3. You can see the codes in the init() function, which has manipulated the TCCR1A and TCCR1B Registers before the setup() is being called upon. That's why @johnwasser has advised to clear these two registers in the setup() function before you configure them to suit your requirements. More could be found in this file: wiring.c

4. Bits Layout of the TCCR1A Register
tccr1a

5. Bits Layout of TCCr1B Register

You can do 'bare metal' programming with the Arduino IDE. Make your .ino file empty and put 'int main()' in a .cpp (or .c) file in your sketch folder. Your .cpp (or .c) file will show up as a tab in the IDE.
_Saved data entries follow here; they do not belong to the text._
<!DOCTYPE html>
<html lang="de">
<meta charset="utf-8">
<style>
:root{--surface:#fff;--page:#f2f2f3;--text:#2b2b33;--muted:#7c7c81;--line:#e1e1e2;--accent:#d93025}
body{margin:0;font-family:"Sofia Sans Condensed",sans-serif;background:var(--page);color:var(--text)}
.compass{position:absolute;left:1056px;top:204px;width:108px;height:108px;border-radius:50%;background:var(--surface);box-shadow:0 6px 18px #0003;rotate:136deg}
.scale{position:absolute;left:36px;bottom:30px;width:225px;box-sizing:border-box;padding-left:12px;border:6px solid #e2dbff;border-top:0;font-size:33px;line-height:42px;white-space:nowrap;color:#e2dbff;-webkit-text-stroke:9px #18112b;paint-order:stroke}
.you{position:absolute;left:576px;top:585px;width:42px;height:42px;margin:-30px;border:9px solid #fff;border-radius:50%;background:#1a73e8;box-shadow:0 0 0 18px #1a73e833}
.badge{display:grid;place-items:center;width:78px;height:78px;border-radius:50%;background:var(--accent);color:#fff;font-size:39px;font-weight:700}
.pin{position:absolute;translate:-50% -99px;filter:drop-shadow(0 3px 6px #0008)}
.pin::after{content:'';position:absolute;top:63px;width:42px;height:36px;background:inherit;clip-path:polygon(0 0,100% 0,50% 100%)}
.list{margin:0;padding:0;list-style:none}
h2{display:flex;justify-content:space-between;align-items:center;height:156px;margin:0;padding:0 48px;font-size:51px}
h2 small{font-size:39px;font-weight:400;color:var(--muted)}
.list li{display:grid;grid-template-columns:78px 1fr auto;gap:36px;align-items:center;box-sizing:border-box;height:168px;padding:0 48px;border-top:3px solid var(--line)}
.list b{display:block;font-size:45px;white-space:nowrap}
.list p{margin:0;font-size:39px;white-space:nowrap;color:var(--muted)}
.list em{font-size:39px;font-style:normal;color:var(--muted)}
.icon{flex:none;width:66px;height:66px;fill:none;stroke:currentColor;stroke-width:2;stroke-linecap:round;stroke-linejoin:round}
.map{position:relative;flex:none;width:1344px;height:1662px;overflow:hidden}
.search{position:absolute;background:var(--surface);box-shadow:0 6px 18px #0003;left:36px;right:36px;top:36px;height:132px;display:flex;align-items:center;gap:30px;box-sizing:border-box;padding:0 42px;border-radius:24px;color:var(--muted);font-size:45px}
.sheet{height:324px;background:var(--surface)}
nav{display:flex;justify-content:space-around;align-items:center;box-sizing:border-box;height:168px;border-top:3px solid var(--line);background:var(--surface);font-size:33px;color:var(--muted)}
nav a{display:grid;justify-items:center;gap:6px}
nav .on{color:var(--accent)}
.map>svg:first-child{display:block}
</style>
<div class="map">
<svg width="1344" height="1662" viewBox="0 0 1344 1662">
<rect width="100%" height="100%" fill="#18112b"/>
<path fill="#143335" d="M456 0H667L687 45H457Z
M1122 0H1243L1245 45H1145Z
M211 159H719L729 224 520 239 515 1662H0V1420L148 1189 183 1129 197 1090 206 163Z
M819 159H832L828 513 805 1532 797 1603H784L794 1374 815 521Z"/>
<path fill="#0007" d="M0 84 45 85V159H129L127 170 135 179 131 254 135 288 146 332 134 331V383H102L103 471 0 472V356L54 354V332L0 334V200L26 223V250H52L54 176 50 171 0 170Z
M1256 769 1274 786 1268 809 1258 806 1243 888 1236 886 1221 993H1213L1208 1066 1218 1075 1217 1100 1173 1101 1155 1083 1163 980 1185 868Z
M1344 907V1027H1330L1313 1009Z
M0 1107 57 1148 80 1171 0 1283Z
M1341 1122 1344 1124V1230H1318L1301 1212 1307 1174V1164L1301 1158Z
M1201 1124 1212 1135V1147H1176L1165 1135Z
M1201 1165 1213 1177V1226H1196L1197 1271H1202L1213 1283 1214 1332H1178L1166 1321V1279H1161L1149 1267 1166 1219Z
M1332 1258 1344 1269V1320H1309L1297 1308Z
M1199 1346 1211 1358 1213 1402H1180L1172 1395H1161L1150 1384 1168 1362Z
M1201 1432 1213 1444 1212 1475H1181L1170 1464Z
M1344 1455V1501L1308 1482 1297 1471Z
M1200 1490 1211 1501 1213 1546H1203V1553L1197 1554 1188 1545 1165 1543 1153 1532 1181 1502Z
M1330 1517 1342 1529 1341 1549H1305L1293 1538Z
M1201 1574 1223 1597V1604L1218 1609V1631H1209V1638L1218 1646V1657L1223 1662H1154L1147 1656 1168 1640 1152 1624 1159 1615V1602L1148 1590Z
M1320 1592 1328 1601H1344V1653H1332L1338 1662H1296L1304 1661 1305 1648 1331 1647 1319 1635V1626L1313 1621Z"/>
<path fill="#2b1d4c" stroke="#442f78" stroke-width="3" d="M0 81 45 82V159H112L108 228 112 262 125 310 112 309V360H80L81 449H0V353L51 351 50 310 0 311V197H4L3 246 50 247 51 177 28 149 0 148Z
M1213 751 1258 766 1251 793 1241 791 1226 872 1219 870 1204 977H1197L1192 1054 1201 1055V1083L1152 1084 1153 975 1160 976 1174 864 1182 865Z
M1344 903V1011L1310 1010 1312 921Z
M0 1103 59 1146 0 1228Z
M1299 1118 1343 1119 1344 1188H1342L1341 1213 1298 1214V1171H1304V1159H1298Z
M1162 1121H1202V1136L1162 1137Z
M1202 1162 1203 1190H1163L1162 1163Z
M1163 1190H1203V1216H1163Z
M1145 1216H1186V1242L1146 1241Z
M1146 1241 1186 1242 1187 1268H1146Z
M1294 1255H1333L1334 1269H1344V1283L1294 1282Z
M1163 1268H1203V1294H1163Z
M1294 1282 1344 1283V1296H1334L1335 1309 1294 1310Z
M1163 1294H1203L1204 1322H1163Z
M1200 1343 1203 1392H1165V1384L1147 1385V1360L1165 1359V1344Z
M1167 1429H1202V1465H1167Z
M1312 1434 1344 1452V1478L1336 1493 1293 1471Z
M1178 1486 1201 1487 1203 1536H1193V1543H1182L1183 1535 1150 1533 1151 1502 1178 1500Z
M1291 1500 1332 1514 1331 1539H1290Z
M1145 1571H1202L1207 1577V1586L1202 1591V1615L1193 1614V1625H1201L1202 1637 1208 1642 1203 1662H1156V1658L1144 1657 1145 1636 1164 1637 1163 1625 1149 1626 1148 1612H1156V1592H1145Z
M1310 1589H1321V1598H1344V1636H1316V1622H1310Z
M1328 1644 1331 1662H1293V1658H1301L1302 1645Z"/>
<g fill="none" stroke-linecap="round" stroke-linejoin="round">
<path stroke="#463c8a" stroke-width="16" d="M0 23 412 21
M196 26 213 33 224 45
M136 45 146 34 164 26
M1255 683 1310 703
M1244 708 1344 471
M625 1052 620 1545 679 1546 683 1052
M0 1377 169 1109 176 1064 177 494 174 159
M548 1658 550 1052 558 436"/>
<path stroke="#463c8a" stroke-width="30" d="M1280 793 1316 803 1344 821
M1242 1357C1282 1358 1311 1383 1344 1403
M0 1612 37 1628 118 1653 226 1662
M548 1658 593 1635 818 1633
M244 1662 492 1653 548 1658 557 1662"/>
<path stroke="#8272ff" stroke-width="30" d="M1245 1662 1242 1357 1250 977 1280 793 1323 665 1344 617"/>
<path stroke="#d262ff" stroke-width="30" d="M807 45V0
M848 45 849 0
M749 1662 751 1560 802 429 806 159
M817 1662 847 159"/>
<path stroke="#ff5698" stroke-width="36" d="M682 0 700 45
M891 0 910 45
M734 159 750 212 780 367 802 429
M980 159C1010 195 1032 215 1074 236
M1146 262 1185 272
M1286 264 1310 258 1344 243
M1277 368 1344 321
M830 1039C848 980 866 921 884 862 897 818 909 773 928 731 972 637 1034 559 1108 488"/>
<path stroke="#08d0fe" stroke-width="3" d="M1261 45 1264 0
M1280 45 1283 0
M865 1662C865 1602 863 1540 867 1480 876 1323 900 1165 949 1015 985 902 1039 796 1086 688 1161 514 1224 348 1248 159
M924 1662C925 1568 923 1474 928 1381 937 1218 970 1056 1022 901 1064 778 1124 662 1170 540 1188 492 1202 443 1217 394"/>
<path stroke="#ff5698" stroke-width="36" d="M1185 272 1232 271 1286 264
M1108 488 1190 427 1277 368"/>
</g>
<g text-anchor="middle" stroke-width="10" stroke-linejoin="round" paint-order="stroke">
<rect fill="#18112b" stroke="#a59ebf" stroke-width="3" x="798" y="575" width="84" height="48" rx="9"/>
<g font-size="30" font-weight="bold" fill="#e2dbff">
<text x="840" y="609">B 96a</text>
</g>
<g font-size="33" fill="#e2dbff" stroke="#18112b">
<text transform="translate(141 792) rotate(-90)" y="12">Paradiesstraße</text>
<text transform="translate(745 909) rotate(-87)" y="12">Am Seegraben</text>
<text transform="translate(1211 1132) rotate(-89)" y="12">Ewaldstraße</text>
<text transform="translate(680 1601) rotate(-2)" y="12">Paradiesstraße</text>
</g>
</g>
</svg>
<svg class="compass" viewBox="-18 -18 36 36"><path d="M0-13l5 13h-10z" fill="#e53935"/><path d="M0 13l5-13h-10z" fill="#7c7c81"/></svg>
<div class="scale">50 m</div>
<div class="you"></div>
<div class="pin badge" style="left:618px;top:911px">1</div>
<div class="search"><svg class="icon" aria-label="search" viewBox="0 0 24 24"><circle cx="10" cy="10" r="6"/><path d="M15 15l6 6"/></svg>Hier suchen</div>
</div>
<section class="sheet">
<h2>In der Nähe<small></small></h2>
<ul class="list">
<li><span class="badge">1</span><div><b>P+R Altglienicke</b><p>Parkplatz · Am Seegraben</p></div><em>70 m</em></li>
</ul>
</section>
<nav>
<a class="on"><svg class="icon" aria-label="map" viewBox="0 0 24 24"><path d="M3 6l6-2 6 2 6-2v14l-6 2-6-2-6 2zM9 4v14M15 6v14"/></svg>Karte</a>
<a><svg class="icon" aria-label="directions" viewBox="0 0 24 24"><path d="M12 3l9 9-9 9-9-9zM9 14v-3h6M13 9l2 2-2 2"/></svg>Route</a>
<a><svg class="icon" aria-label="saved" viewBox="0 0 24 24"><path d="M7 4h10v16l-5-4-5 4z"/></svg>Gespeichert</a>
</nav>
With an empty .ino file, this .cpp file works to blink the LED as you originally expected:

#include <avr/io.h>

bool timeOut;

void timer()
{
  if (TCNT1 > 15625)
  {
    TCNT1 = 0;
    PORTB ^= 1 << PINB5; // Toggling PINB5 : LED pin D13 on Arduino Nano
  }
  if (bit_is_clear(PINB, 5))
  {
    timeOut = false;
  }
  else
  {
    timeOut = true;
  }
  // Serial.print (TCNT1);
  // Serial.print ("::");
  // Serial.println (timeOut);
}

int main()
{
  // Serial.begin(9600);
  DDRB |= 1 << PINB5; // Mapped to LED pin (D13) on Arduino Nano
  PORTB |= 1 << PINB5; // Setting D13 to 1
  TCCR1B |= 1 << CS10 | 1 << CS12 ; // Sets 1024 from pre-scaler. - Arduino Nano

  // Arduino Nano internal clock = 16MHz. 16M / 1024 = 15625. With pre-scaler=1024, the timer will tick 15625 times in a second.

  while (1)
    timer();
}

Note that you can't use any Arduino library features, like Serial, if you don't first initialize the Arduino runtime by calling 'init()' and 'initVarient()'.

Note that if you make it a '.c' file you can't use the 'bool' type or the values 'true' or 'false'.

@johnwasser
I tried your sketch of Post-19 in MEGA without success. Can you please, present it in the form of tutorial so that I follow the steps and end up blinking the LED?